A credit card is different from a charge card: a charge card requires the balance to be paid in
full each month. In contrast, credit cards allow the consumers a continuing balance of debt,
subject to interest being charged. A credit card also differs from a cash card, which can be
used like currency by the owner of the card. A credit card differs from a charge card also in
that a credit card typically involves a third-party entity that pays the seller and is reimbursed
by the buyer, whereas a charge card simply defers payment by the buyer until a later date

Public-key cryptography
Public-key cryptography, also known as asymmetric cryptography, is a class
of cryptographic algorithms which requires two separate keys, one of which is secret (or private) and one of
which is public. Although different, the two parts of this key pair are mathematically linked. The public key is
used to encrypt plaintext or to verify a digital signature; whereas the private key is used to decrypt ciphertext or
to create a digital signature. The term "asymmetric" stems from the use of different keys to perform these
opposite functions, each the inverse of the other as contrasted with conventional ("symmetric") cryptography
which relies on the same key to perform both.
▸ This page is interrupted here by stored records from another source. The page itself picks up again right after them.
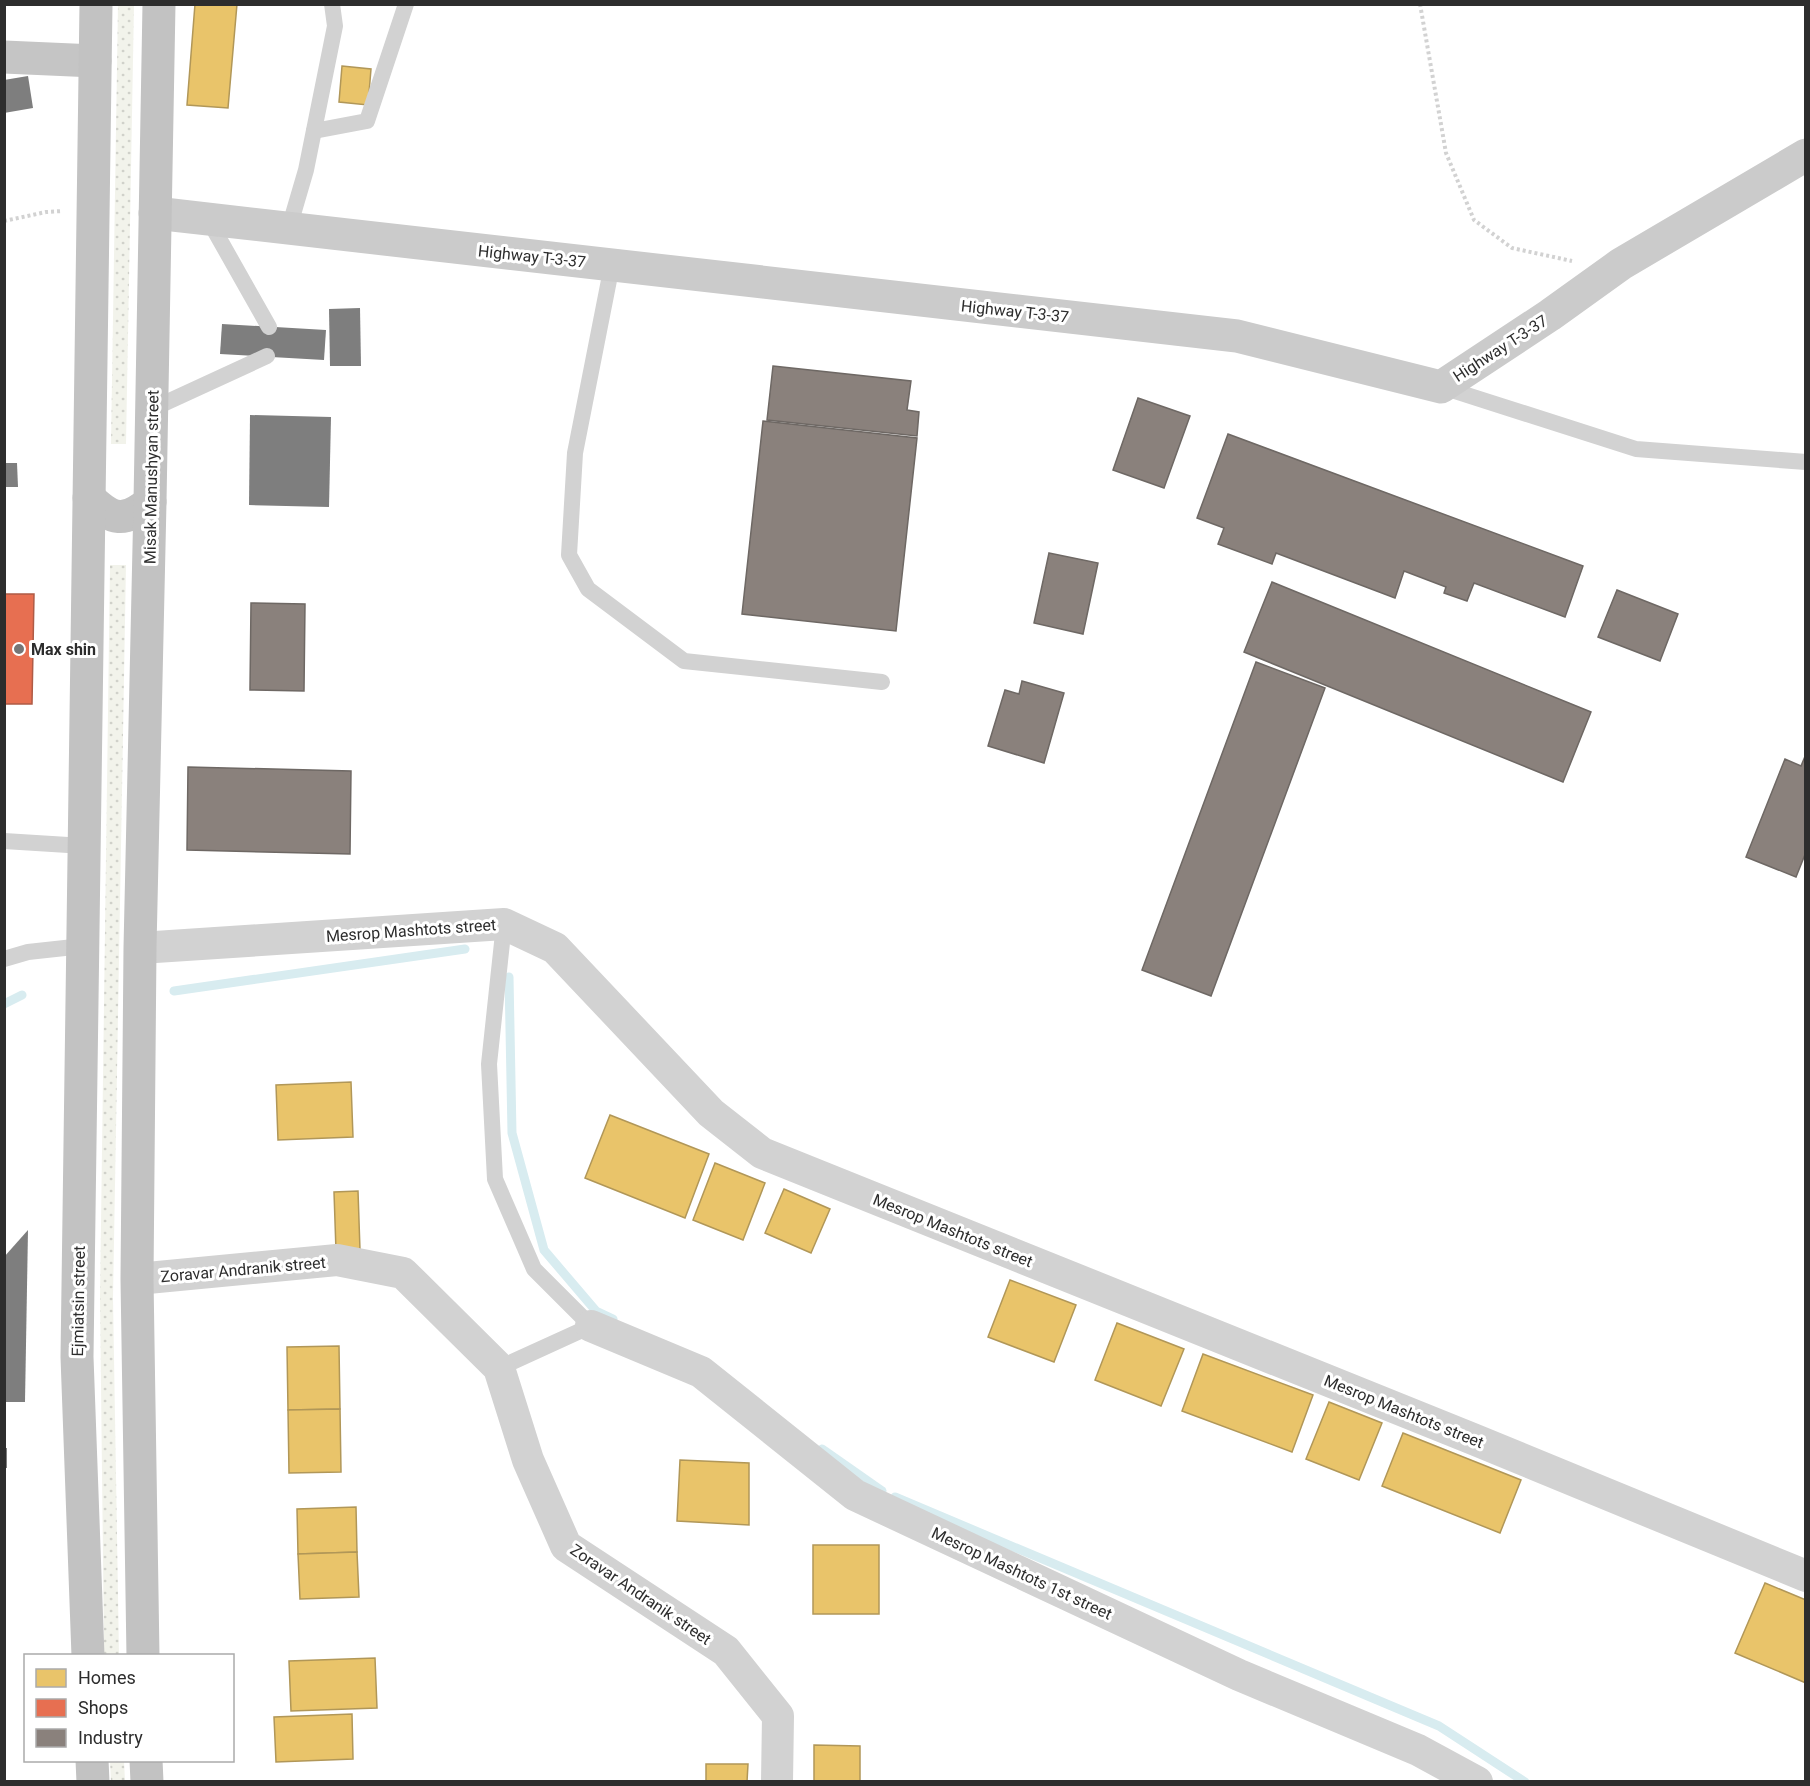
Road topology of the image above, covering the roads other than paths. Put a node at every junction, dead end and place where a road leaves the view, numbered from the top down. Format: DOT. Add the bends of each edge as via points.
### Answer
graph roads {
  1 [pos="96,4"];
  2 [pos="159,4"];
  3 [pos="332,4"];
  4 [pos="406,4"];
  5 [pos="4,57"];
  6 [pos="95,61"];
  7 [pos="314,131"];
  8 [pos="1806,155"];
  9 [pos="155,213"];
  10 [pos="208,219"];
  11 [pos="289,228"];
  12 [pos="612,265"];
  13 [pos="269,327"];
  14 [pos="267,356"];
  15 [pos="1441,387"];
  16 [pos="152,409"];
  17 [pos="1806,462"];
  18 [pos="89,498"];
  19 [pos="150,502"];
  20 [pos="882,682"];
  21 [pos="4,841"];
  22 [pos="84,846"];
  23 [pos="504,924"];
  24 [pos="83,946"];
  25 [pos="140,948"];
  26 [pos="4,958"];
  27 [pos="137,1279"];
  28 [pos="591,1326"];
  29 [pos="499,1368"];
  30 [pos="1806,1576"];
  31 [pos="88,1654"];
  32 [pos="144,1654"];
  33 [pos="92,1762"];
  34 [pos="146,1762"];
  35 [pos="93,1782"];
  36 [pos="147,1782"];
  37 [pos="777,1782"];
  38 [pos="1477,1782"];
  1 -- 6 [label="highway"];
  2 -- 9 [label="highway, Misak Manushyan street"];
  3 -- 7 [label="lane" via="335,26"];
  4 -- 7 [label="lane" via="367,121"];
  5 -- 6 [label="main road"];
  6 -- 18 [label="highway"];
  7 -- 11 [label="lane"];
  8 -- 15 [label="main road, Highway T-3-37" via="1622,264"];
  9 -- 10 [label="main road, Highway T-3-37"];
  9 -- 16 [label="highway, Misak Manushyan street"];
  10 -- 11 [label="main road, Highway T-3-37"];
  10 -- 13 [label="lane"];
  11 -- 12 [label="main road, Highway T-3-37"];
  12 -- 15 [label="main road, Highway T-3-37" via="1237,336"];
  12 -- 20 [label="lane" via="575,453 569,555 588,589 684,661"];
  14 -- 16 [label="lane"];
  15 -- 17 [label="lane" via="1636,449"];
  16 -- 19 [label="highway, Misak Manushyan street"];
  18 -- 19 [label="highway" via="103,511 121,517 130,516"];
  18 -- 22 [label="highway"];
  19 -- 25 [label="highway, Misak Manushyan street"];
  21 -- 22 [label="lane"];
  22 -- 24 [label="highway"];
  23 -- 25 [label="street, Mesrop Mashtots street"];
  23 -- 28 [label="lane" via="489,1064 495,1179 534,1269"];
  23 -- 30 [label="street, Mesrop Mashtots street" via="555,948 711,1113 762,1154"];
  24 -- 26 [label="lane"];
  24 -- 31 [label="highway, Ejmiatsin street" via="77,1357"];
  25 -- 27 [label="highway"];
  27 -- 29 [label="street, Zoravar Andranik street" via="337,1260 403,1272"];
  27 -- 32 [label="highway"];
  28 -- 29 [label="lane"];
  28 -- 38 [label="street, Mesrop Mashtots 1st street" via="701,1372 855,1495 1239,1675 1418,1750"];
  29 -- 37 [label="street, Zoravar Andranik street" via="528,1460 566,1546 726,1651 778,1716"];
  33 -- 35 [label="highway"];
  34 -- 36 [label="highway"];
}
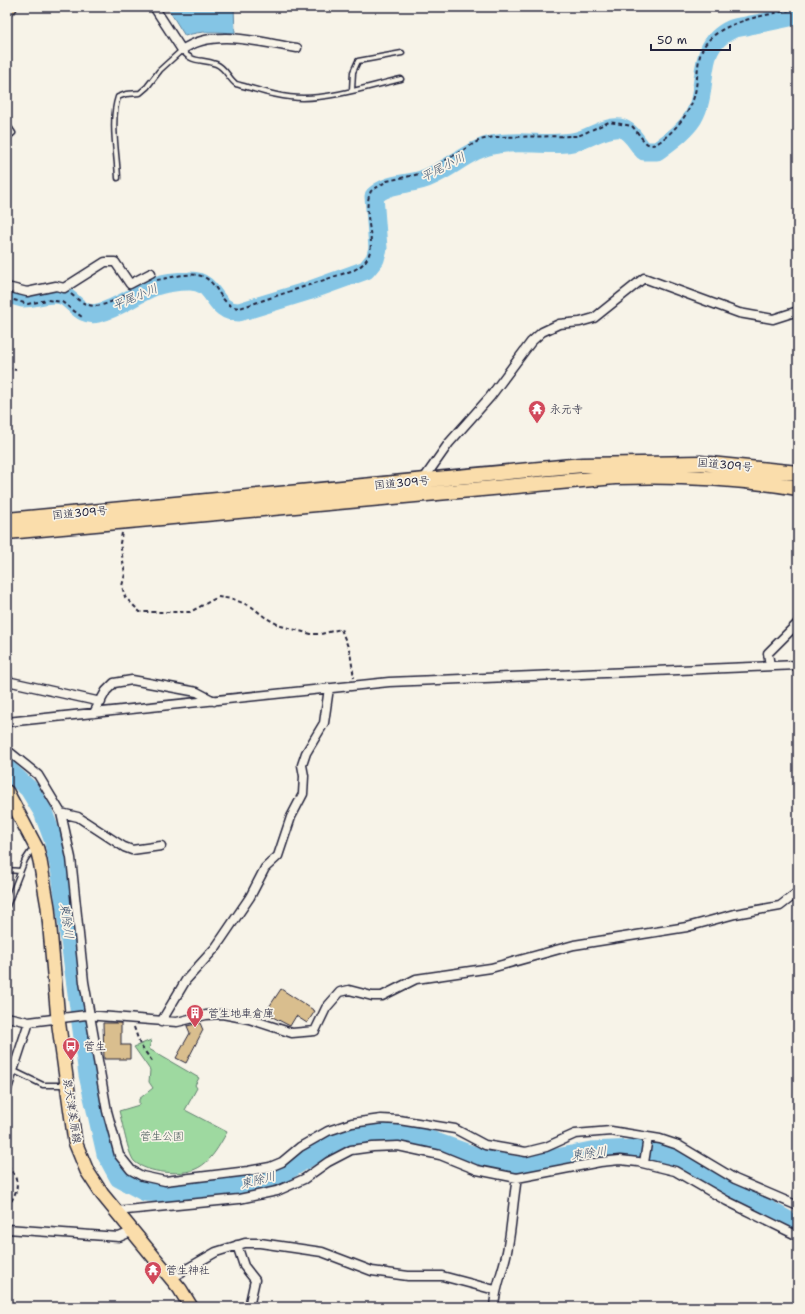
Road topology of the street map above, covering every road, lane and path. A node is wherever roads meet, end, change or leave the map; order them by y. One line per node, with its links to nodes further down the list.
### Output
1 (10, 7): 3 (main road)
2 (154, 7): 6 (street)
3 (7, 8)
4 (798, 8): 13 (path)
5 (297, 48): 6 (street)
6 (182, 50): 9 (lane); 12 (lane)
7 (402, 53): 9 (lane)
8 (401, 79): 9 (lane)
9 (352, 90)
10 (7, 124): 11 (lane)
11 (7, 138)
12 (118, 178)
13 (152, 276): 15 (street)
14 (7, 287): 15 (street)
15 (64, 288): 16 (path)
16 (134, 290)
17 (7, 298): 19 (path)
18 (798, 311): 23 (street)
19 (82, 317)
20 (7, 368): 21 (path)
21 (16, 370)
22 (798, 473): 23 (highway, 国道309号)
23 (423, 488): 24 (highway, 国道309号); 25 (highway, 国道309号); 26 (highway, 国道309号)
24 (798, 488)
25 (7, 520)
26 (127, 522): 27 (highway, 国道309号); 32 (path)
27 (7, 532)
28 (798, 623): 29 (street)
29 (770, 666): 30 (street); 32 (street)
30 (798, 666)
31 (7, 681): 35 (street)
32 (356, 685): 33 (street)
33 (329, 688): 34 (street); 52 (street)
34 (214, 701): 35 (street); 36 (street)
35 (100, 702): 36 (street)
36 (94, 713): 37 (street)
37 (7, 722)
38 (7, 750): 40 (street)
39 (7, 792): 41 (main road, 泉大津美原線)
40 (61, 814): 42 (street); 47 (street)
41 (35, 845): 44 (lane); 50 (main road, 泉大津美原線)
42 (161, 846)
43 (7, 870): 44 (lane)
44 (20, 871): 46 (lane)
45 (798, 892): 52 (street)
46 (7, 906)
47 (88, 1015): 49 (street); 50 (street); 57 (street)
48 (7, 1017): 51 (street)
49 (131, 1018): 52 (street); 53 (path)
50 (62, 1019): 51 (street); 55 (main road, 泉大津美原線)
51 (29, 1022): 54 (street)
52 (161, 1022)
53 (152, 1061)
54 (10, 1073): 55 (lane); 56 (street)
55 (68, 1085): 63 (main road, 泉大津美原線)
56 (7, 1089)
57 (648, 1137): 58 (street); 61 (street)
58 (644, 1163): 60 (street); 66 (street)
59 (7, 1167): 62 (path)
60 (517, 1178): 63 (street); 69 (street)
61 (798, 1206)
62 (7, 1210)
63 (116, 1211): 65 (main road, 泉大津美原線)
64 (7, 1229): 65 (street)
65 (134, 1231): 68 (main road, 泉大津美原線)
66 (798, 1236)
67 (237, 1245): 68 (street); 69 (street); 71 (street)
68 (171, 1278): 70 (main road, 泉大津美原線)
69 (495, 1290): 72 (street)
70 (190, 1307)
71 (249, 1307)
72 (494, 1307)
There are two main uses of public-key cryptography:

Public-key encryption, in which a message is encrypted with a recipient's public key. The message
cannot be decrypted by anyone who does not possess the matching private key, who is thus presumed to
be the owner of that key and the person associated with the public key. This is used in an attempt to
ensure confidentiality.
Digital signatures, in which a message is signed with the sender's private key and can be verified by anyone
who has access to the sender's public key. This verification proves that the sender had access to the private
key, and therefore is likely to be the person associated with the public key. This also ensures that the
message has not been tampered with, as any manipulation of the message will result in changes to the
encoded message digest, which otherwise remains unchanged between the sender and receiver.